PROBLEM REQUIREMENTS:
Nothing belongs in the answer except the lines of the material that include "road".

PROVIDED DATA:
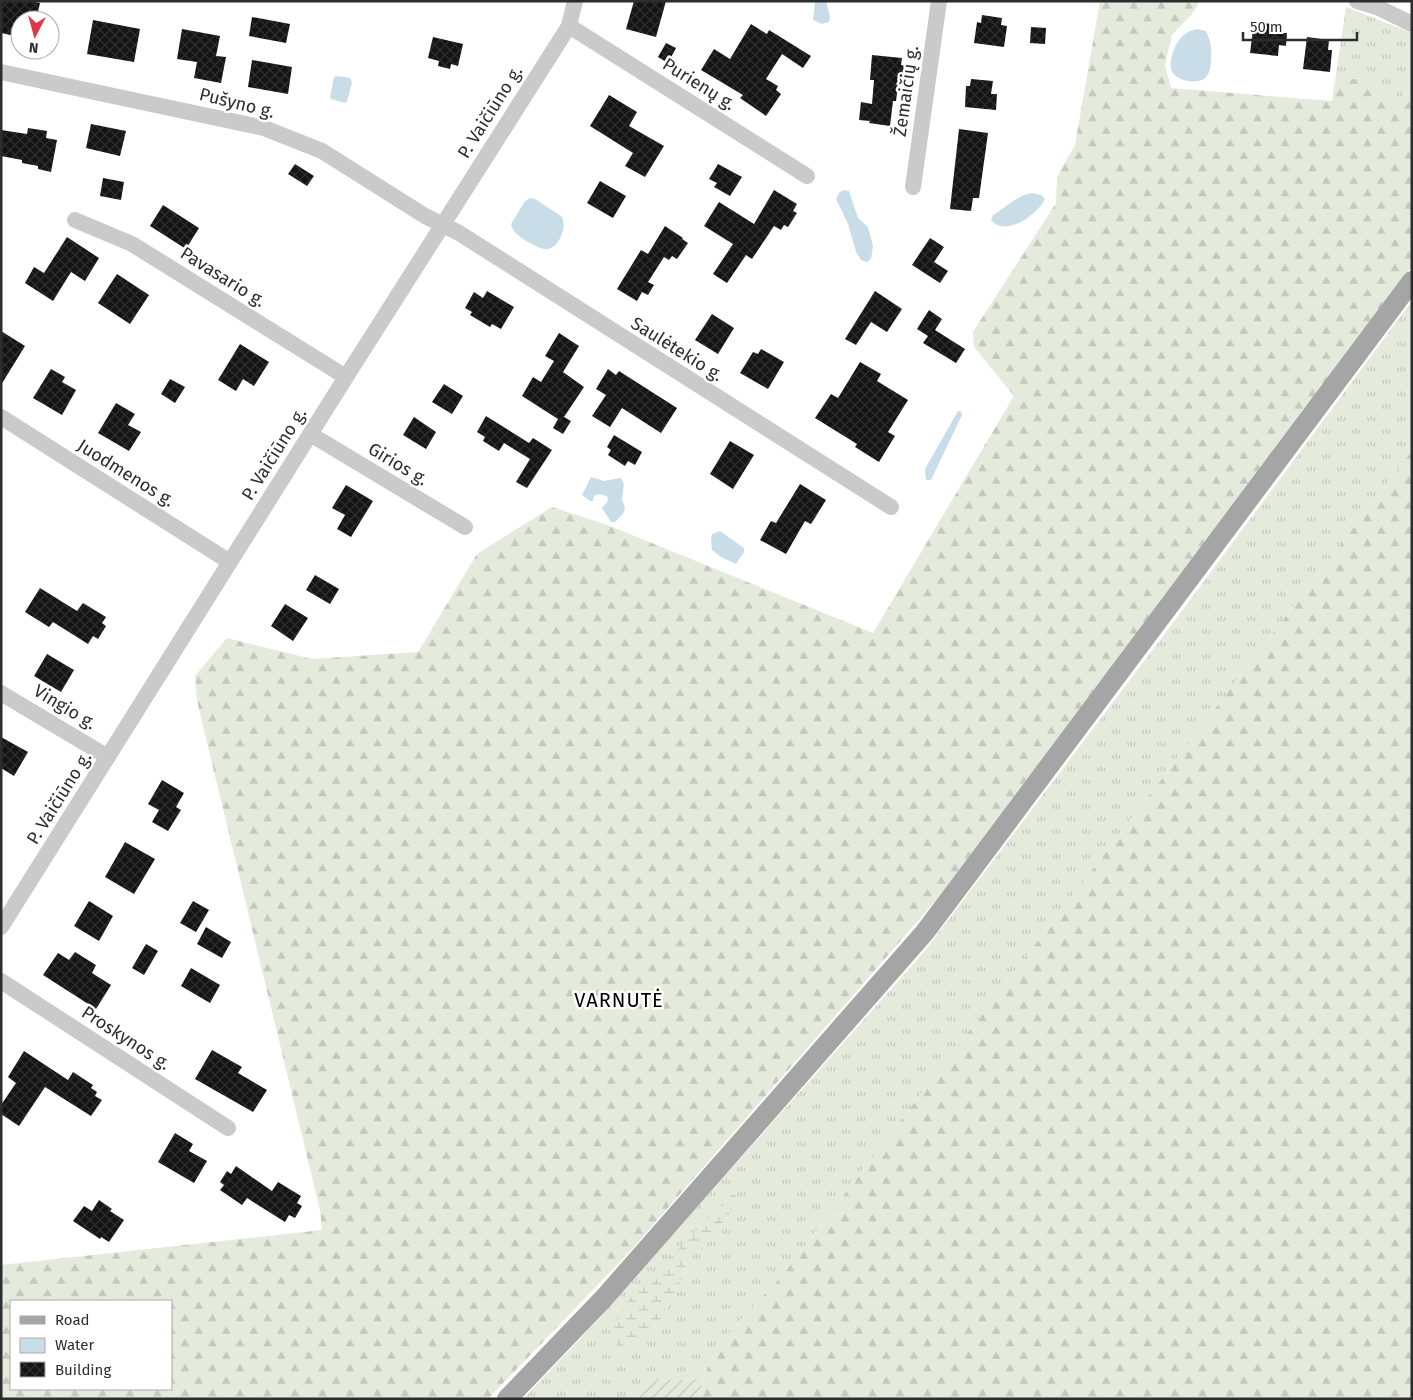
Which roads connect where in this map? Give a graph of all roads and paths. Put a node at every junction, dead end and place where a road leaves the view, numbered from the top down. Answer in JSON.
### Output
{"nodes":[{"id":1,"x":575,"y":1,"type":"edge"},
{"id":2,"x":939,"y":1,"type":"edge"},
{"id":3,"x":1357,"y":1,"type":"edge"},
{"id":4,"x":1412,"y":24,"type":"edge"},
{"id":5,"x":569,"y":26,"type":"junction"},
{"id":6,"x":1,"y":72,"type":"edge"},
{"id":7,"x":807,"y":176,"type":"dead end"},
{"id":8,"x":913,"y":187,"type":"dead end"},
{"id":9,"x":75,"y":220,"type":"dead end"},
{"id":10,"x":443,"y":224,"type":"junction"},
{"id":11,"x":1412,"y":281,"type":"edge"},
{"id":12,"x":346,"y":377,"type":"junction"},
{"id":13,"x":1,"y":417,"type":"edge"},
{"id":14,"x":310,"y":434,"type":"junction"},
{"id":15,"x":891,"y":507,"type":"dead end"},
{"id":16,"x":465,"y":527,"type":"dead end"},
{"id":17,"x":230,"y":562,"type":"junction"},
{"id":18,"x":1,"y":693,"type":"edge"},
{"id":19,"x":108,"y":757,"type":"junction"},
{"id":20,"x":1,"y":927,"type":"edge"},
{"id":21,"x":1,"y":981,"type":"edge"},
{"id":22,"x":228,"y":1128,"type":"dead end"},
{"id":23,"x":507,"y":1399,"type":"edge"}],
"edges":[{"from":1,"to":5,"type":"street","name":"P. Vaičiūno g."},
{"from":2,"to":8,"type":"street","name":"Žemaičių g."},
{"from":3,"to":4,"type":"street"},
{"from":5,"to":7,"type":"street","name":"Purienų g."},
{"from":5,"to":10,"type":"street","name":"P. Vaičiūno g."},
{"from":6,"to":10,"type":"street","name":"Pušyno g."},
{"from":9,"to":12,"type":"street","name":"Pavasario g."},
{"from":10,"to":12,"type":"street","name":"P. Vaičiūno g."},
{"from":10,"to":15,"type":"street","name":"Saulėtekio g."},
{"from":11,"to":23,"type":"main road"},
{"from":12,"to":14,"type":"street","name":"P. Vaičiūno g."},
{"from":13,"to":17,"type":"street","name":"Juodmenos g."},
{"from":14,"to":16,"type":"street","name":"Girios g."},
{"from":14,"to":17,"type":"street","name":"P. Vaičiūno g."},
{"from":17,"to":19,"type":"street","name":"P. Vaičiūno g."},
{"from":18,"to":19,"type":"street","name":"Vingio g."},
{"from":19,"to":20,"type":"street","name":"P. Vaičiūno g."},
{"from":21,"to":22,"type":"street","name":"Proskynos g."}]}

WRITTEN ANSWER:
Which roads connect where in this map? Give a graph of all roads and paths. Put a node at every junction, dead end and place where a road leaves the view, numbered from the top down. Answer in JSON.
{"from":11,"to":23,"type":"main road"},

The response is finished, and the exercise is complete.